What are the implications for a patient with hereditary hemochromatosis (HH), normal hemoglobin (Hb) levels, elevated ferritin levels indicating iron overload, and increased iron saturation (Iron Sat) of 58%?

From the Guidelines

The patient does not require phlebotomy or chelation therapy at this time, given their low ferritin level of 39 ng/mL and mildly elevated iron saturation of 58%. The ferritin level is actually on the lower end of the normal range, which is unexpected in hemochromatosis where ferritin is typically elevated 1. The elevated transferrin saturation (>45%) is consistent with hemochromatosis, but without elevated ferritin, significant iron overload is unlikely.

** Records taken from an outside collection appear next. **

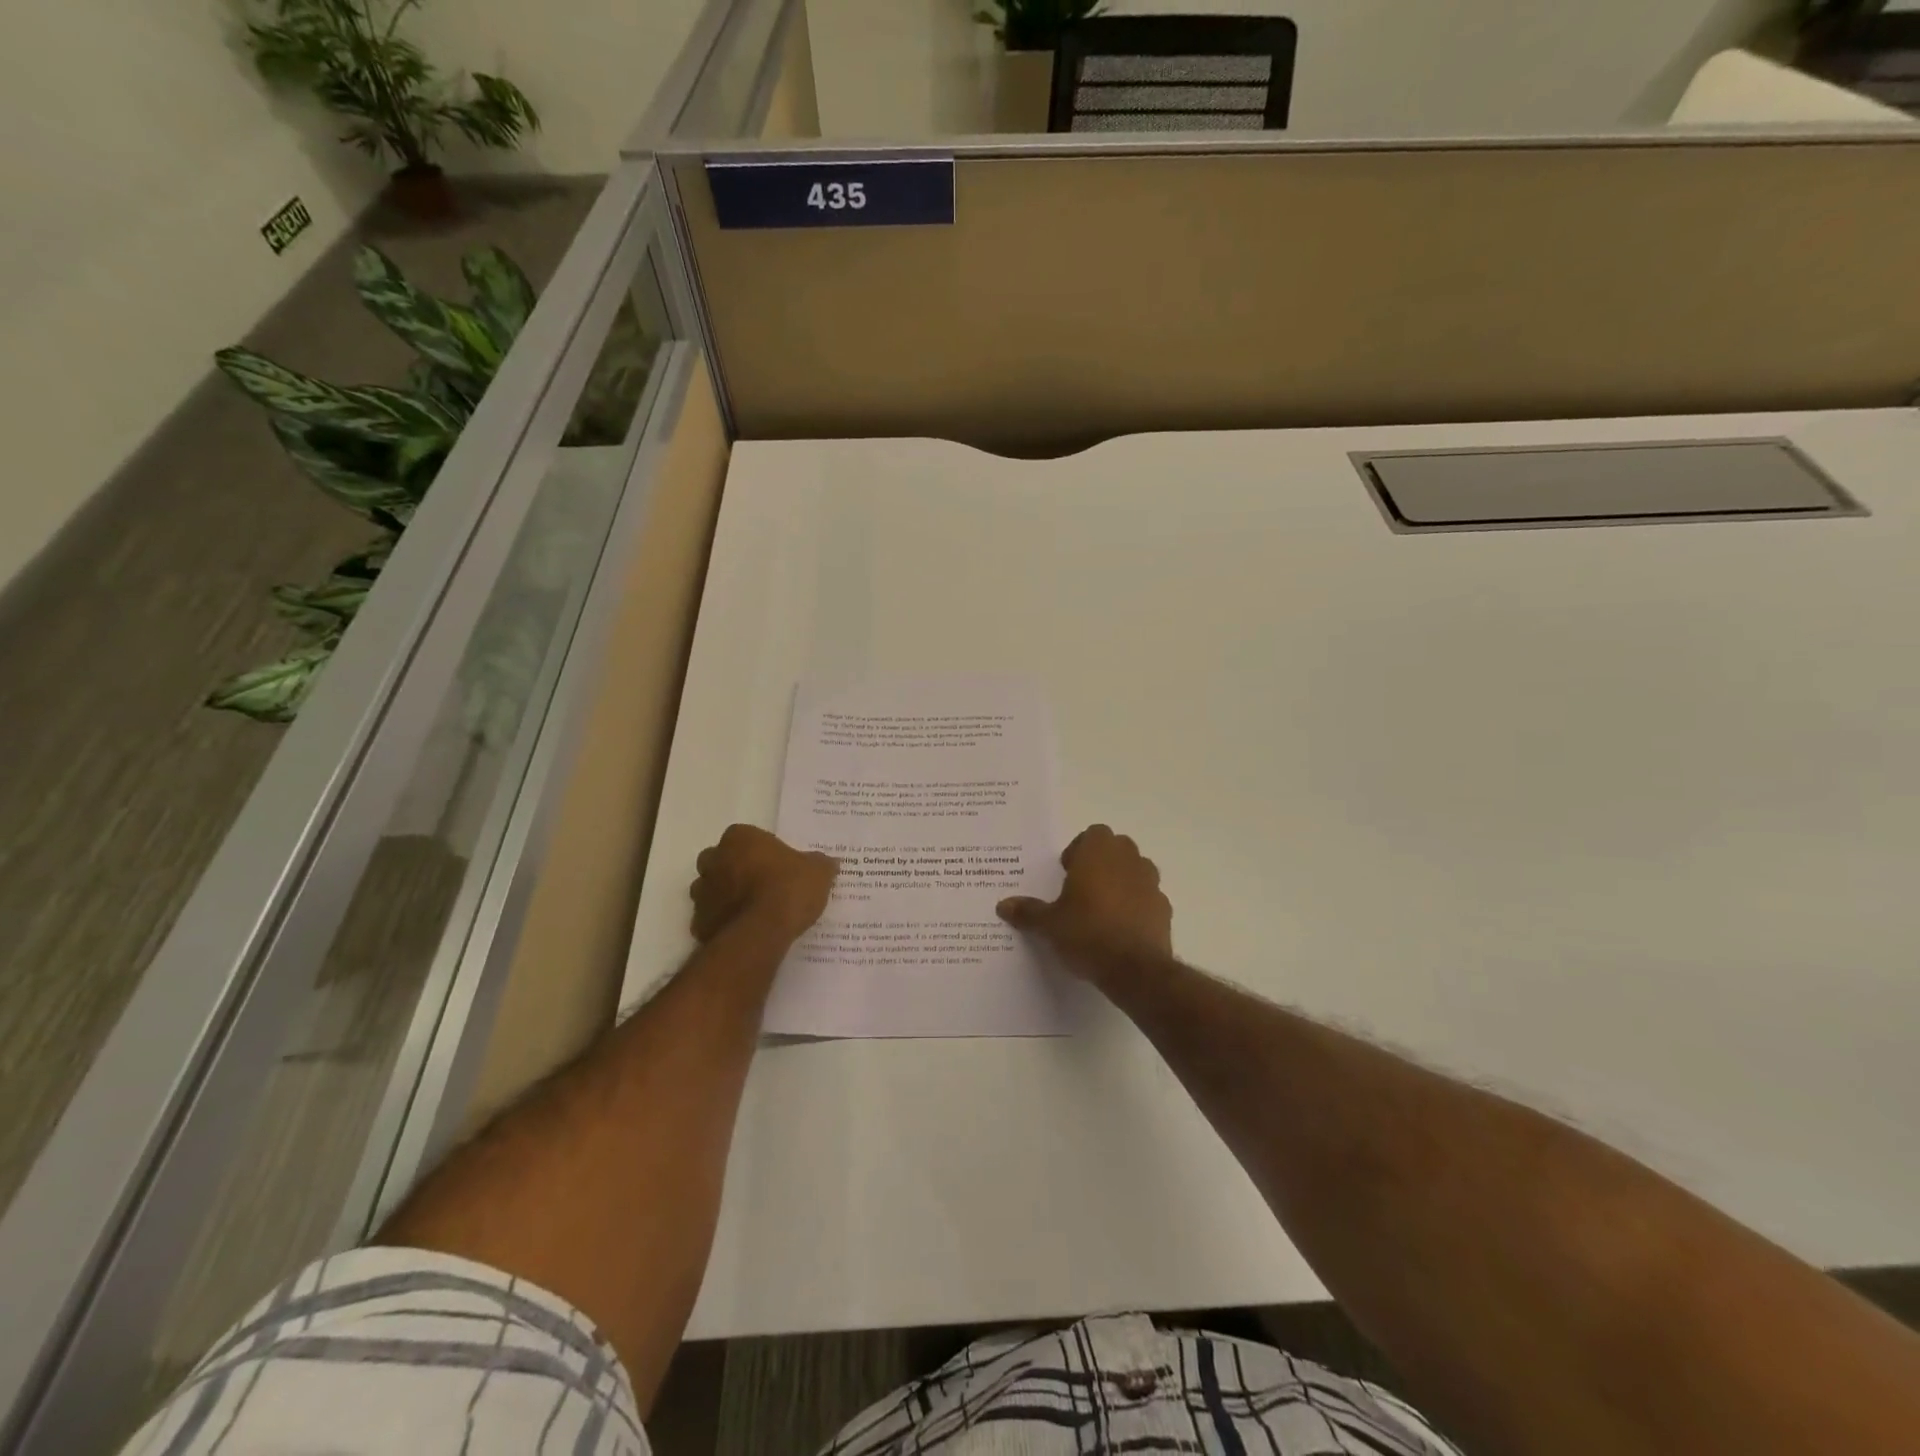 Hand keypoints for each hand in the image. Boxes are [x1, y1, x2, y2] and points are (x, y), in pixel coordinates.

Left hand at [689, 825, 837, 944]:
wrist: (761, 932)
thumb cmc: (789, 888)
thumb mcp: (818, 872)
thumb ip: (820, 864)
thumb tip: (828, 863)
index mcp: (740, 838)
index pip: (746, 836)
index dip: (761, 850)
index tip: (777, 864)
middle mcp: (714, 860)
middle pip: (720, 859)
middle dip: (735, 869)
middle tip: (761, 884)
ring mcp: (703, 892)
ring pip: (710, 888)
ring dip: (725, 895)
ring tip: (753, 910)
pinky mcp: (699, 922)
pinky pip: (710, 917)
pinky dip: (723, 921)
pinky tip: (744, 931)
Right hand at [996, 824, 1172, 982]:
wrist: (1134, 969)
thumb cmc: (1086, 933)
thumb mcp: (1049, 924)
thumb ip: (1028, 912)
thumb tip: (1003, 905)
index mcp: (1098, 853)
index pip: (1093, 834)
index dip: (1079, 850)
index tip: (1067, 872)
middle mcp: (1128, 860)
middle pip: (1116, 848)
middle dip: (1101, 862)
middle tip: (1082, 888)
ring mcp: (1151, 883)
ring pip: (1136, 869)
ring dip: (1121, 881)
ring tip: (1102, 909)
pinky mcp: (1164, 908)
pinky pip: (1148, 897)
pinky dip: (1137, 905)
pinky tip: (1122, 929) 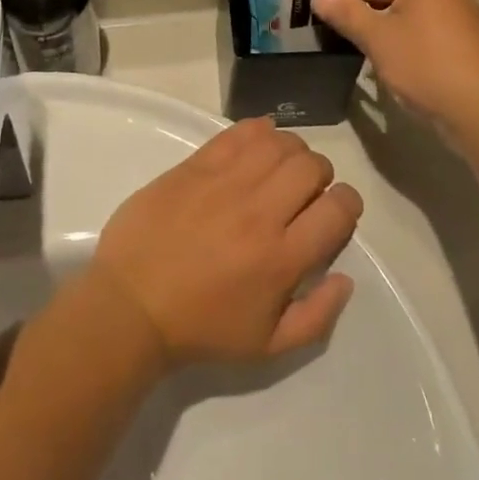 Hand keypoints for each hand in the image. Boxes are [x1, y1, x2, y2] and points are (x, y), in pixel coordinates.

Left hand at [89, 119, 363, 367]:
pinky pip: (239, 133)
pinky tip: (255, 146)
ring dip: (290, 151)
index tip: (334, 212)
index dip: (347, 204)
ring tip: (278, 169)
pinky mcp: (195, 166)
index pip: (338, 208)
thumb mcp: (268, 347)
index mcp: (281, 257)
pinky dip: (257, 132)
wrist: (131, 305)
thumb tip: (345, 277)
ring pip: (278, 142)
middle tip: (303, 193)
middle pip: (311, 166)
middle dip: (319, 176)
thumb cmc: (200, 329)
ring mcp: (225, 183)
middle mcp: (259, 212)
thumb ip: (317, 316)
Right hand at [312, 0, 478, 134]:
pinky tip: (404, 56)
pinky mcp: (468, 32)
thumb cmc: (427, 67)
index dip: (343, 0)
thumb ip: (347, 14)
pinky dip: (413, 28)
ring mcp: (460, 7)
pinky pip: (430, 17)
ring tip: (377, 44)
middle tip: (358, 27)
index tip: (329, 27)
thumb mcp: (378, 40)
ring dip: (393, 15) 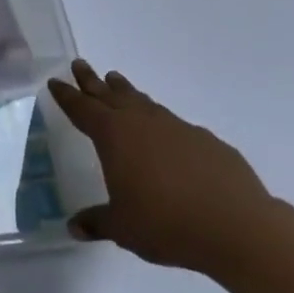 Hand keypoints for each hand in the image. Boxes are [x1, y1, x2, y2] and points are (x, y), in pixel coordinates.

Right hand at [47, 59, 275, 271]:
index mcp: (114, 136)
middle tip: (80, 64)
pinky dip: (160, 121)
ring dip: (126, 92)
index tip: (56, 81)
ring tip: (116, 81)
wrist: (238, 227)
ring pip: (144, 102)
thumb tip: (74, 227)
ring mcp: (178, 128)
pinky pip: (174, 124)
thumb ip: (96, 222)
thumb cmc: (167, 224)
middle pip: (111, 95)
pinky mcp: (207, 141)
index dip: (67, 95)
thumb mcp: (122, 228)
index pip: (83, 109)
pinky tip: (164, 134)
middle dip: (93, 81)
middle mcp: (143, 123) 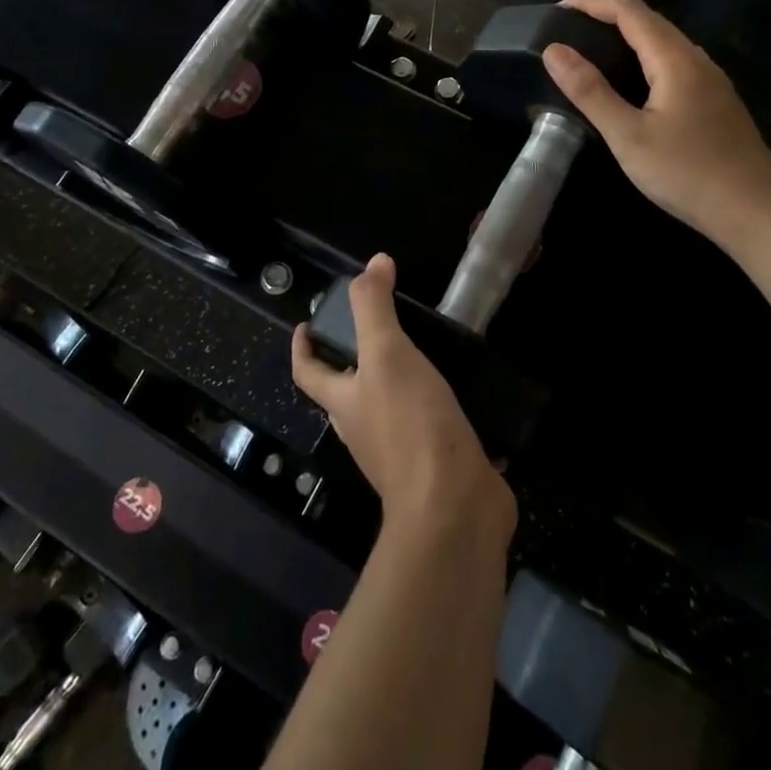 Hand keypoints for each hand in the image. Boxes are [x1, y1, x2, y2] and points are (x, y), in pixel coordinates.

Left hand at [292, 255, 514, 539]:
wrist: (453, 507)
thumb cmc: (410, 425)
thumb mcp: (387, 354)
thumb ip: (375, 307)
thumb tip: (375, 262)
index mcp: (346, 404)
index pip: (308, 373)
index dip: (302, 348)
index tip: (305, 324)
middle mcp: (366, 430)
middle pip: (348, 393)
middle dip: (354, 362)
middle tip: (378, 328)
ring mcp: (402, 453)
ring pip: (391, 411)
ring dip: (399, 384)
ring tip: (423, 352)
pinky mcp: (438, 465)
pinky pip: (433, 431)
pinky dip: (441, 410)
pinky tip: (467, 392)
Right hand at [541, 0, 770, 249]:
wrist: (756, 212)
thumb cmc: (687, 173)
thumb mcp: (628, 136)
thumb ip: (590, 91)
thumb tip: (554, 50)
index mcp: (675, 60)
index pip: (630, 12)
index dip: (593, 3)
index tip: (558, 10)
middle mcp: (697, 60)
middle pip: (650, 21)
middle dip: (608, 16)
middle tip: (570, 29)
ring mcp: (711, 81)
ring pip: (665, 42)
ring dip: (628, 36)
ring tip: (593, 51)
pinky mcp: (715, 102)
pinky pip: (674, 63)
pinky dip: (644, 58)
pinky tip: (631, 84) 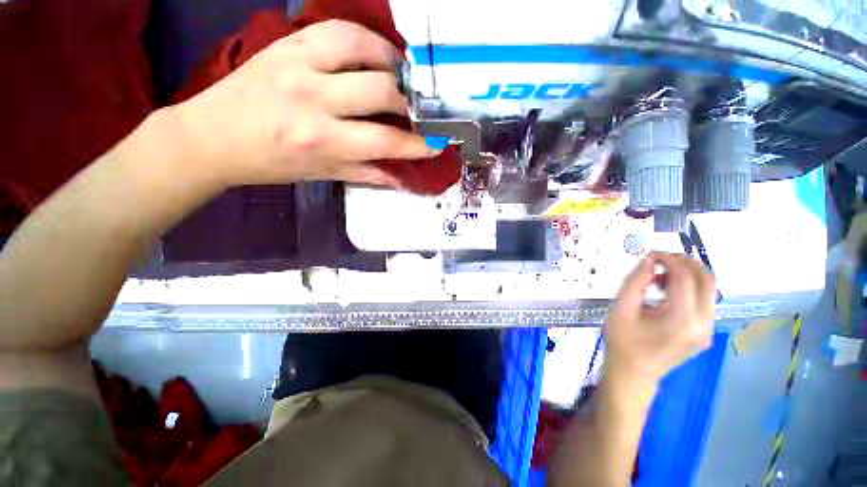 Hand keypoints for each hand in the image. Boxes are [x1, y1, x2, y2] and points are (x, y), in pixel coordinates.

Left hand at [172, 20, 439, 188]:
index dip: (418, 144)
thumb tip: (402, 175)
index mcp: (321, 141)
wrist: (214, 136)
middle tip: (414, 111)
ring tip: (399, 76)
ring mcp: (298, 63)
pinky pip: (337, 30)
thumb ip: (368, 173)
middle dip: (407, 104)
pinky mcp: (287, 43)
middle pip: (381, 91)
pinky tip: (374, 55)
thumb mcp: (324, 175)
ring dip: (391, 62)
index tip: (437, 143)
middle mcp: (312, 99)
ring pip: (363, 48)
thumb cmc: (272, 163)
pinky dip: (366, 40)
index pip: (385, 141)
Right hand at [604, 252, 715, 385]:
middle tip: (659, 259)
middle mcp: (703, 323)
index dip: (669, 259)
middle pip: (706, 279)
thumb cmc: (623, 342)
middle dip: (684, 262)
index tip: (651, 254)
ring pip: (709, 289)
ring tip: (659, 276)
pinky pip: (704, 300)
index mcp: (681, 319)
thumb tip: (648, 259)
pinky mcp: (705, 332)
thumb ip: (635, 282)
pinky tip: (666, 291)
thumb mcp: (621, 309)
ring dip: (687, 274)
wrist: (634, 374)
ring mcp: (708, 329)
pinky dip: (689, 287)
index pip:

Some key points to consider in the management of this patient include:

• Genetic testing to confirm the diagnosis if not already done, particularly for HFE gene mutations (C282Y and H63D) 1
• Regular monitoring with ferritin and transferrin saturation measurements every 3-6 months
• Diet modifications, such as limiting alcohol, avoiding iron supplements, vitamin C with meals, and raw shellfish
• If the patient has been previously treated with phlebotomy, the current values may represent successful iron depletion 1. According to the most recent guidelines, treatment targets for phlebotomy are ferritin <50 µg/L during the induction phase and <100 µg/L during the maintenance phase 1. Given the patient's current ferritin level is below these targets, no immediate action is required, and the patient should be monitored regularly to prevent potential complications.

From the Research

Patient Profile

• Hemoglobin: normal
• Ferritin: 39
• Iron saturation: 58

Relevant Studies

• According to 2, ferritin values are not useful guides to the pace of phlebotomy in patients with hemochromatosis.
• The study 2 also suggests that transferrin saturation can fluctuate considerably during treatment, but maintaining it below 35% is desirable.
• Another study 3 presents a case where iron chelation with deferasirox was used to lower ferritin levels in patients with hemochromatosis and chronic anemia, who could not undergo phlebotomy.
• Study 4 evaluates patient compliance with phlebotomy therapy and finds that most patients achieve iron depletion, but compliance with maintenance therapy decreases over time.
• Deferasirox has been shown to be effective in reducing iron burden in patients with hereditary hemochromatosis, as demonstrated in studies 5 and 3.
• A review article 6 emphasizes the importance of timely diagnosis and management of hereditary haemochromatosis, and provides a practical algorithm for diagnosis and management.

Key Findings

• Ferritin levels may not be a reliable indicator of iron stores in patients with hemochromatosis 2.
• Iron chelation therapy, such as deferasirox, may be a viable alternative to phlebotomy in certain patients 3, 5.
• Patient compliance with phlebotomy therapy is crucial to achieving and maintaining iron depletion 4.
• Transferrin saturation should be maintained below 35% to prevent iron reaccumulation 2.